### [The records]

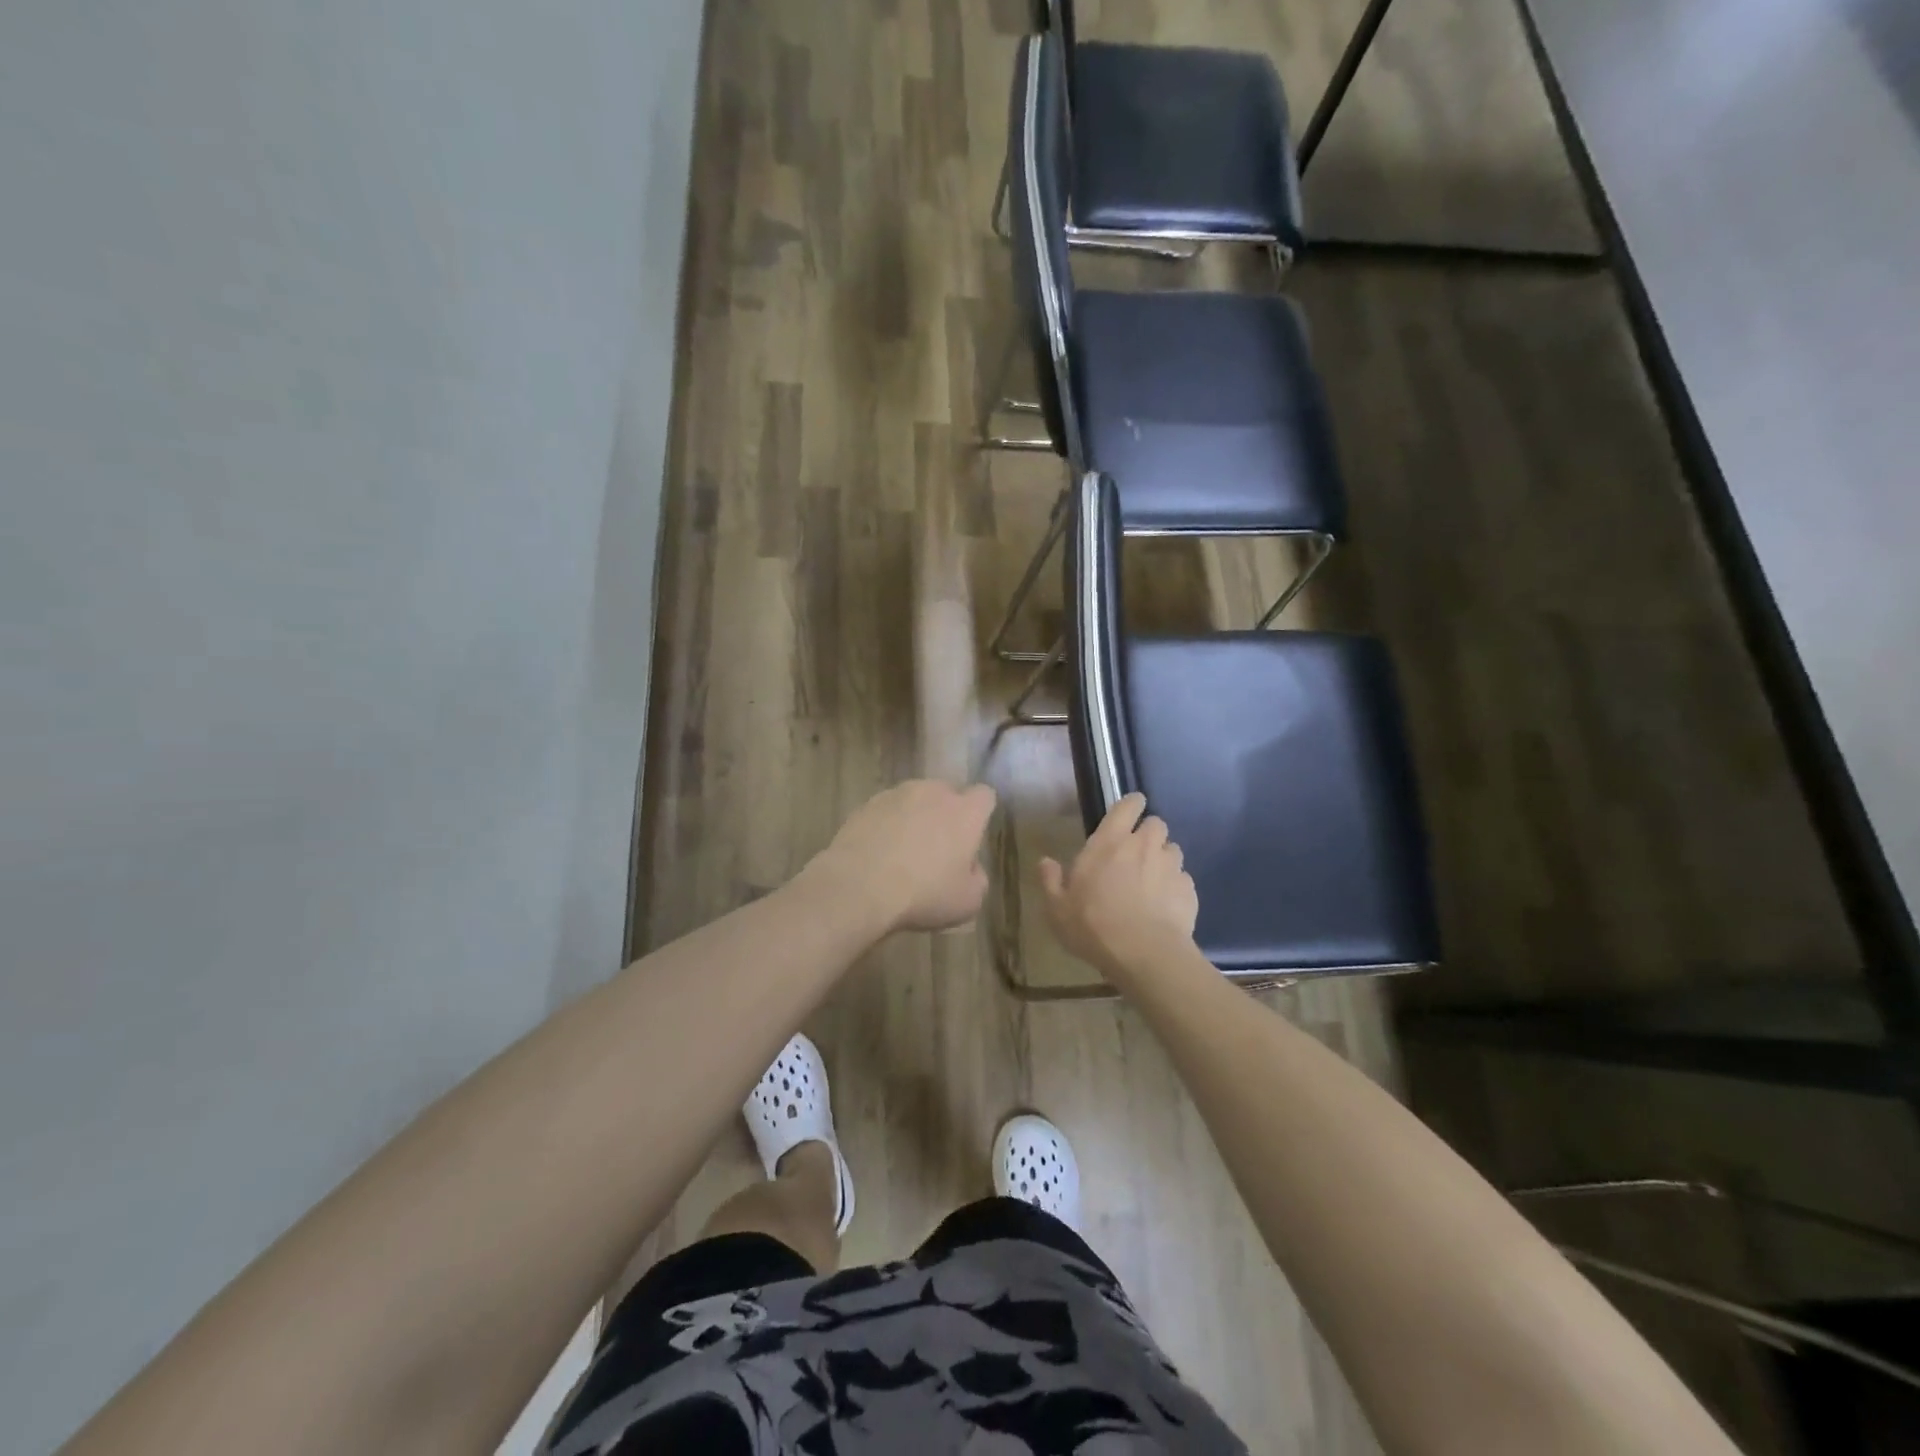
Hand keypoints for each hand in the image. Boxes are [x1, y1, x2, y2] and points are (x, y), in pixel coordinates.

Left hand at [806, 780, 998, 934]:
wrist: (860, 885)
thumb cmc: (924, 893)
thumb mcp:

* * *

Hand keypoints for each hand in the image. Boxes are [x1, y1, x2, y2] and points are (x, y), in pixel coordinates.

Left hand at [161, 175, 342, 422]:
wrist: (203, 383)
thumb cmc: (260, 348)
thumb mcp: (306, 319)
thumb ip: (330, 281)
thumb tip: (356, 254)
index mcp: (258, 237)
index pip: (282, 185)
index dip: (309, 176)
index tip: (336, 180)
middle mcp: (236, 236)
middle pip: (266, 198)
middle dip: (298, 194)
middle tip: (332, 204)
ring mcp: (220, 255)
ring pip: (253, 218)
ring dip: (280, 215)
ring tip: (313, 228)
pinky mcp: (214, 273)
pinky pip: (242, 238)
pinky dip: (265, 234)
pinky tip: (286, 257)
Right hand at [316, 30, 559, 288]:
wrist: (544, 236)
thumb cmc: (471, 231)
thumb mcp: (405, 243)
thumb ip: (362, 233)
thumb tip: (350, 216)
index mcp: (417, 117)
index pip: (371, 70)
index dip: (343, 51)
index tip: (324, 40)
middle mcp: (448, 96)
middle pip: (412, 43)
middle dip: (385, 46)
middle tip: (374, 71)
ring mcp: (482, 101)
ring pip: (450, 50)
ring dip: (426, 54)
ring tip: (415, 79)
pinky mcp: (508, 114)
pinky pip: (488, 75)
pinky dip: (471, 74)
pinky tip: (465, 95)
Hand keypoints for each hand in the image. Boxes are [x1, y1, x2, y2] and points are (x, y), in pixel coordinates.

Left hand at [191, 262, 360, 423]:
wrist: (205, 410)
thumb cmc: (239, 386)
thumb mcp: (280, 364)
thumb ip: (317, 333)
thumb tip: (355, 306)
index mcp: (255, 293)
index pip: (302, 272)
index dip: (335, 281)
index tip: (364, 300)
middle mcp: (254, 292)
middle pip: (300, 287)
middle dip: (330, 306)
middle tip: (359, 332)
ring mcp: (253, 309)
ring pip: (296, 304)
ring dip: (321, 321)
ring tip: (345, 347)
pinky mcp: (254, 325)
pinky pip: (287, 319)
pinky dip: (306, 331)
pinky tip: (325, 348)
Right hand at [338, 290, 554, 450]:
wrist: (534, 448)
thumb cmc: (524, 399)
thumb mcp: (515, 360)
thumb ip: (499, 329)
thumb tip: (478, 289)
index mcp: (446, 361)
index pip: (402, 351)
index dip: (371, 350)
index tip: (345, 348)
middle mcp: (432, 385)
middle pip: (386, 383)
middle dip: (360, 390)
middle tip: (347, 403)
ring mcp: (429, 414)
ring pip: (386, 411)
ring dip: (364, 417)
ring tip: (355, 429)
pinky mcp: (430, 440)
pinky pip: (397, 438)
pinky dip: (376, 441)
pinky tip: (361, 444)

### [What this task involves]
What are the lines, exactly as written above, from the line with "ring pip: (450, 50)" to the line with "pinky tip: (361, 444)", both included? Output only those.

### [Response]
ring pip: (450, 50)
ring dip: (426, 54)
ring tip: (415, 79)
pinky mcp: (508, 114)
pinky pip: (488, 75)
pinky dip: (471, 74)
pinky tip: (465, 95)
Hand keypoints for each hand in the image. Boxes are [x1, y1, x2, y2] and points are (x, y), in pixel coordinates.

Left hand at [191, 262, 360, 423]:
wrist: (205, 410)
thumb cmc: (239, 386)
thumb mcp: (280, 364)
thumb ip: (317, 333)
thumb tip: (355, 306)
index mcp: (255, 293)
index pip: (302, 272)
index dip: (335, 281)
index tip: (364, 300)
middle mcp: (254, 292)
middle pip: (300, 287)
middle dip: (330, 306)
middle tip: (359, 332)
ring mcp: (253, 309)
ring pip: (296, 304)
ring dip: (321, 321)
ring tip: (345, 347)
pinky mcp: (254, 325)
pinky pip: (287, 319)
pinky dip: (306, 331)
pinky tip: (325, 348)
Right hand at [338, 290, 554, 450]:
wrist: (534, 448)
thumb cmc: (524, 399)
thumb mcp: (515, 360)
thumb ip: (499, 329)
thumb tip: (478, 289)
index mcp: (446, 361)
index pip: (402, 351)
index dip: (371, 350)
index tip: (345, 348)
middle mcp: (432, 385)
middle pip: (386, 383)
middle dip: (360, 390)
middle tip: (347, 403)
ring mcp: (429, 414)
ring pip: (386, 411)
ring dip: (364, 417)
ring tip: (355, 429)
pinky mcp: (430, 440)
pinky pip: (397, 438)
pinky dip: (376, 441)
pinky tip: (361, 444)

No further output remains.